A l’heure où se délient les langues concernant une relation d’abus et de domination entre les sexes, notamment de l’homme envers la femme (mais pas que), il m’est arrivé d’être prise à partie dans cette douloureuse et actuelle mise en lumière des souffrances relationnelles. Est-il criminel de dire ma vérité, à savoir que, aujourd’hui, en tant que femme, je ne me sens pas victime ? Il fut un temps, pourtant, où j’étais moi-même engluée dans le malentendu. Un temps où j’ai cédé à des actes dont je n’avais pas envie. Un temps où j’ai joué le jeu de la séduction, du harponnage mutuel fondé sur les apparences.
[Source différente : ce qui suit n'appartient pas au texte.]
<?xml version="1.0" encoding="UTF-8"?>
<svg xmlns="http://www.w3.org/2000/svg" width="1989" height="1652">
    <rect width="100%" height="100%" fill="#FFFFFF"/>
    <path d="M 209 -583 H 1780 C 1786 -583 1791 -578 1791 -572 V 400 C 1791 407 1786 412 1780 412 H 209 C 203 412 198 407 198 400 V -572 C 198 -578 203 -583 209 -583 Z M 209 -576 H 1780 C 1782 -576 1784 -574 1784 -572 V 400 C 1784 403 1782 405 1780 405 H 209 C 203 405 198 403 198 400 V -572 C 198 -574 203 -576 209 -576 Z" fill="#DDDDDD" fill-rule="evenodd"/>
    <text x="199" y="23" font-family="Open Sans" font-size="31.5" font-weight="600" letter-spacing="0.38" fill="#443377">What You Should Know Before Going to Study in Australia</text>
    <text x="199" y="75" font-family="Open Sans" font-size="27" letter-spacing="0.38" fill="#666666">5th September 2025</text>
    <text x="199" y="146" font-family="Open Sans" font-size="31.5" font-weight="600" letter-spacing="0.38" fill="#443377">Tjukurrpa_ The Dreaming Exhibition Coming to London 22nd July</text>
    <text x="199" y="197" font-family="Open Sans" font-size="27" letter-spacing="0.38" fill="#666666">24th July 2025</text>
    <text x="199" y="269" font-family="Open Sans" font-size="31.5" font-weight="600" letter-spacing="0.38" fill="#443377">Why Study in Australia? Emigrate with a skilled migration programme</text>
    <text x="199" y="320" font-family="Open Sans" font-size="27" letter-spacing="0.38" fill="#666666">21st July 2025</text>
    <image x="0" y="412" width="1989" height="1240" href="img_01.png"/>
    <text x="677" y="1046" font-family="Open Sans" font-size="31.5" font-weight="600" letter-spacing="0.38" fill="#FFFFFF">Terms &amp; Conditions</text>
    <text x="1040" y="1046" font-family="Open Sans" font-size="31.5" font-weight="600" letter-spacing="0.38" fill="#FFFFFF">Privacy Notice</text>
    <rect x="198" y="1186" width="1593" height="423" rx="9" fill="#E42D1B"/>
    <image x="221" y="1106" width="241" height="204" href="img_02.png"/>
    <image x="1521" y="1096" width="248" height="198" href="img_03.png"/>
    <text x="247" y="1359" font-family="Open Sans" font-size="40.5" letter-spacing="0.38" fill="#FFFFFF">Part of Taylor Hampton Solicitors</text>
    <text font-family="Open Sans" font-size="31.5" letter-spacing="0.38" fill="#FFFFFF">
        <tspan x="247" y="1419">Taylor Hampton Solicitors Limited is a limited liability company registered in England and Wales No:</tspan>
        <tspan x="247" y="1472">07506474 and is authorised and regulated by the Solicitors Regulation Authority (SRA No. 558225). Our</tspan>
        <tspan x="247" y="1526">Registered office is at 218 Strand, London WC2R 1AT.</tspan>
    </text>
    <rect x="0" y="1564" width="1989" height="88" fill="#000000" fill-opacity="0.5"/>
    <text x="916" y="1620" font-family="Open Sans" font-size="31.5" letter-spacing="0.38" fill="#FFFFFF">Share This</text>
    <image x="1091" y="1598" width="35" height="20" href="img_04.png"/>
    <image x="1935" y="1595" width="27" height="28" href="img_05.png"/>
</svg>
Un temps où je savais le pouvoir de ma coquetterie dans l’obtention de certaines faveurs, fonctions ou appréciations. J’ai joué ce jeu là, moi aussi. Mes jupes et mes arguments de l’époque étaient courts, je le reconnais. Et mes interlocuteurs, un peu bas de plancher. Bon. Le jeu, aussi contestable soit-il, s’en est tenu au jeu, dans la plupart des cas. Il y a parfois eu dérapage, pouvant s’assimiler à délit. Je pense notamment à des mains baladeuses alors que je suis comprimée dans une file d’attente devant une salle de spectacle archi-bondée. Et moi qui me fige, qui reste là, qui subit en silence, enveloppée de honte et de malaise. J’ai dix-huit ans. Je ne peux ni bouger, ni me tourner. Protester, crier, me rebeller : je m’en sens incapable. Je suis sidérée. Et la vraie question, celle qui me vient lorsque j’apprends à me connaître : pourquoi cette sidération ? Comment se fait-il que je n’arrive pas à remettre à sa juste place, en direct live et sans attendre, ce profiteur libidineux qui explore mes formes sans mon consentement ? A l’intérieur de moi, ça sent la démission. Où est mon gardien ? Mon agressivité ? Ma verticalité ? Anesthésiés, depuis trop longtemps…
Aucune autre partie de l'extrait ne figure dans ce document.